Aprender a solidariedade e participação nas nossas limitações mútuas é certamente uma grande medicina para aclarar o que, mesmo não percebendo, é para nosso próximo, a tristeza em busca de iluminação. Não se trata de “consolar” a dor ou de minimizá-la, como é usual e mais fácil! A nós compete, como seres humanos, alcançar e encontrar aos que sofrem para que sejam restaurados. Todos precisamos de ajuda e encorajamento, aqui ou ali. Reconhecemos, na limitação dos outros, momentâneas ou não, as dores, o medo, a raiva, a culpa, a frustração, a solidão e, tantas vezes, o sentimento de abandono que os esmaga. Este senso de cuidado e responsabilidade tanto pode ser interpessoal quanto deve ser também, quem sabe, praticado em “pequenos grupos”. Os cristãos e as igrejas deveriam saber disso! Mas não só! Há muitas outras formas humanas de associação humana que têm semelhante dever de compaixão e compromisso.

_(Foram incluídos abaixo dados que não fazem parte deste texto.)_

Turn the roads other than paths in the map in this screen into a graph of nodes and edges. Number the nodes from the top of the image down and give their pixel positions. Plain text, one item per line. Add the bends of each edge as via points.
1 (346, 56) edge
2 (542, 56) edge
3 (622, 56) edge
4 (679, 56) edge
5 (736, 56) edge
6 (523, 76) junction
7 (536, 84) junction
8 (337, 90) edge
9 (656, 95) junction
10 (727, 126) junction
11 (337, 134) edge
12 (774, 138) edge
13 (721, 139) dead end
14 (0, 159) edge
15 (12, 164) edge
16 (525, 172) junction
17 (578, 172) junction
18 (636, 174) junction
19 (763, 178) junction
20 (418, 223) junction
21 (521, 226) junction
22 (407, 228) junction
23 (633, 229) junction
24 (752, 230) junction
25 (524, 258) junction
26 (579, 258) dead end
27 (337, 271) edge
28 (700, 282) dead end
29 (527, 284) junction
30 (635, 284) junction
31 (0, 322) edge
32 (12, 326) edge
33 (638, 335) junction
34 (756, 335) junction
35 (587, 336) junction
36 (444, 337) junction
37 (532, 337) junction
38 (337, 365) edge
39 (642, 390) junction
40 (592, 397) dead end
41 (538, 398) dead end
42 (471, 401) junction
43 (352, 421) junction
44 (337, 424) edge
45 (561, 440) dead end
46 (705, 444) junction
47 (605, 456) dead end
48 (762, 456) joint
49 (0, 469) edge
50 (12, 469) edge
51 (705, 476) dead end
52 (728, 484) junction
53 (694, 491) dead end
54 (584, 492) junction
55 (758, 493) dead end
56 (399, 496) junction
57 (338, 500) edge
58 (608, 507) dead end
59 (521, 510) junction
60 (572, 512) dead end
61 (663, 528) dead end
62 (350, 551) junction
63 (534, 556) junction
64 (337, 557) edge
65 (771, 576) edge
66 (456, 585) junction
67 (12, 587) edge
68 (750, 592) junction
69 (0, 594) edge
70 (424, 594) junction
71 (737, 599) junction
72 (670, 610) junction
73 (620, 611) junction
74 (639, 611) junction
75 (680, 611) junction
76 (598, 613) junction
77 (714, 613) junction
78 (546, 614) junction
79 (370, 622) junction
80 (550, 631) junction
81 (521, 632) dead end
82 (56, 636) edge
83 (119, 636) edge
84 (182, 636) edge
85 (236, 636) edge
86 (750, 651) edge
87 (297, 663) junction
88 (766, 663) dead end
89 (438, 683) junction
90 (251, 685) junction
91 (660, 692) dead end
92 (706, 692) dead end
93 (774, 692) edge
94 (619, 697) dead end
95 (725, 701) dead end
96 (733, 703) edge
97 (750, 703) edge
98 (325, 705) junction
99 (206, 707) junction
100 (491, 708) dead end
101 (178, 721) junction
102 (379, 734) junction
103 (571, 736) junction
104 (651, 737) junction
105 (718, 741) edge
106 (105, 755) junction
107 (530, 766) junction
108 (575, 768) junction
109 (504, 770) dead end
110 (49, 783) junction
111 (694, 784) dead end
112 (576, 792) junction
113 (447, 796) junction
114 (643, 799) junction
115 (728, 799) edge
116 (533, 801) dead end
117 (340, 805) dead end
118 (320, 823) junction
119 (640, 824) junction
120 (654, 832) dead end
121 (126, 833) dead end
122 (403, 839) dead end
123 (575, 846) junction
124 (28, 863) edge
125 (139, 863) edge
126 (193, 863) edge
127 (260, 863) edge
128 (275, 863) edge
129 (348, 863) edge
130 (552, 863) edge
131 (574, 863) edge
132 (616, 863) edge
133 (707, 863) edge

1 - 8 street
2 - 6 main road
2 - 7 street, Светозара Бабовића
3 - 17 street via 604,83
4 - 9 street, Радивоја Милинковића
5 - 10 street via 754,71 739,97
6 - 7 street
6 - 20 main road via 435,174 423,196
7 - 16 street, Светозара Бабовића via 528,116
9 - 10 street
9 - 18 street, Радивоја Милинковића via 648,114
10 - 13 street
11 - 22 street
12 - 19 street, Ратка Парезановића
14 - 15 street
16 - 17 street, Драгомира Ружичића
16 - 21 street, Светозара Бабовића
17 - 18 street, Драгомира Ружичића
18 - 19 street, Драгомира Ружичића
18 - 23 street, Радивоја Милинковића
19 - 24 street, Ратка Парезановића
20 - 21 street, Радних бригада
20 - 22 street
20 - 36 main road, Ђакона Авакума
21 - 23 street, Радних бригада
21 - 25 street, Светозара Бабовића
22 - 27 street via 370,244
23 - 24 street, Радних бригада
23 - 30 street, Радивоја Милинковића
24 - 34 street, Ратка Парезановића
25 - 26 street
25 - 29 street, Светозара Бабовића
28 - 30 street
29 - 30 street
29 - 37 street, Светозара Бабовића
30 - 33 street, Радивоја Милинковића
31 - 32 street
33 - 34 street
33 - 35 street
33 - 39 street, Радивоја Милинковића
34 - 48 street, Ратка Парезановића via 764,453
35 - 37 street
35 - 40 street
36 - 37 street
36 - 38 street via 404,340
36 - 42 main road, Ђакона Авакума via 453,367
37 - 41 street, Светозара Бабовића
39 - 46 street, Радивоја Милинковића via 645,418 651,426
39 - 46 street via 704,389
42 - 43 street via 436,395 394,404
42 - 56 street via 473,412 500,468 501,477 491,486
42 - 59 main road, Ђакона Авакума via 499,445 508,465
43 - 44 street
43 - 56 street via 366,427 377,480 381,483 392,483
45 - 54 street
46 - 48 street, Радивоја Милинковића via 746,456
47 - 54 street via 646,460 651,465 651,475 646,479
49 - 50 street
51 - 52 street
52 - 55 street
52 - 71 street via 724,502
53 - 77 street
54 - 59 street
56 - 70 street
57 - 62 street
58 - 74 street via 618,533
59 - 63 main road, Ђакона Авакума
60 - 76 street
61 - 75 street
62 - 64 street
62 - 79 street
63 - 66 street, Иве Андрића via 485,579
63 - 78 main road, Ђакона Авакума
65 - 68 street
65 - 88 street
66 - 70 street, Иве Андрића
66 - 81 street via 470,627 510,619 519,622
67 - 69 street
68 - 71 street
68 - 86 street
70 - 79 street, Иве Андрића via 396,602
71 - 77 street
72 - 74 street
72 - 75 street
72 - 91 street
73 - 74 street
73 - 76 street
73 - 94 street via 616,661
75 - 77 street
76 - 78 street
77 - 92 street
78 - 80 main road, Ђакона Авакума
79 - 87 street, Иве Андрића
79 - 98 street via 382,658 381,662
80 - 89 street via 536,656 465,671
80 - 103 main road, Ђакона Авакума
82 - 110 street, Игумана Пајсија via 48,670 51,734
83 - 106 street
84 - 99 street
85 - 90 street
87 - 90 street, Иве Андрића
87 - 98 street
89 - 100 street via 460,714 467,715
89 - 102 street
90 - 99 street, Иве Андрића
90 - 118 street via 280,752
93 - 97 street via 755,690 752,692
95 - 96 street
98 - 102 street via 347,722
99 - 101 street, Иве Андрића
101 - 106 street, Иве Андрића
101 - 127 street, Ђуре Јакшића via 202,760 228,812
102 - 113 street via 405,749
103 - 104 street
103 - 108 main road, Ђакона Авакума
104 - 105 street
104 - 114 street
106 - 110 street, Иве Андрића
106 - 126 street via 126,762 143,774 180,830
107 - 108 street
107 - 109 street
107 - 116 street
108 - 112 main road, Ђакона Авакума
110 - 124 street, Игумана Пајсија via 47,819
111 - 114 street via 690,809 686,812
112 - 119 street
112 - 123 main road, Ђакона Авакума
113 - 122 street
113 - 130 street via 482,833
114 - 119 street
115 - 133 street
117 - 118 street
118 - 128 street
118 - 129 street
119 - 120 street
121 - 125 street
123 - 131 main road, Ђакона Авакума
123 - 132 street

Nas limitações e adversidade da vida de cada dia, estamos todos no mesmo barco. Ou, nas palavras do Salmo 23, andamos pelo vale da sombra... Quaisquer que sejam as nossas circunstâncias, prevalece sempre a consolação do Pai. Ou, como o C. S. Lewis, teólogo Anglicano tão bem conhecido por seus textos e experiência de vida ao lado da esposa enferma Joy, mais tarde escreveu: “...quanta felicidade, e mesmo contentamento tivemos juntos depois que toda esperança se foi. Como fomos longe, tranqüilos, nutrindo-nos mutuamente naquela que foi a última noite.” (C.S. Lewis, A Grief Observed.)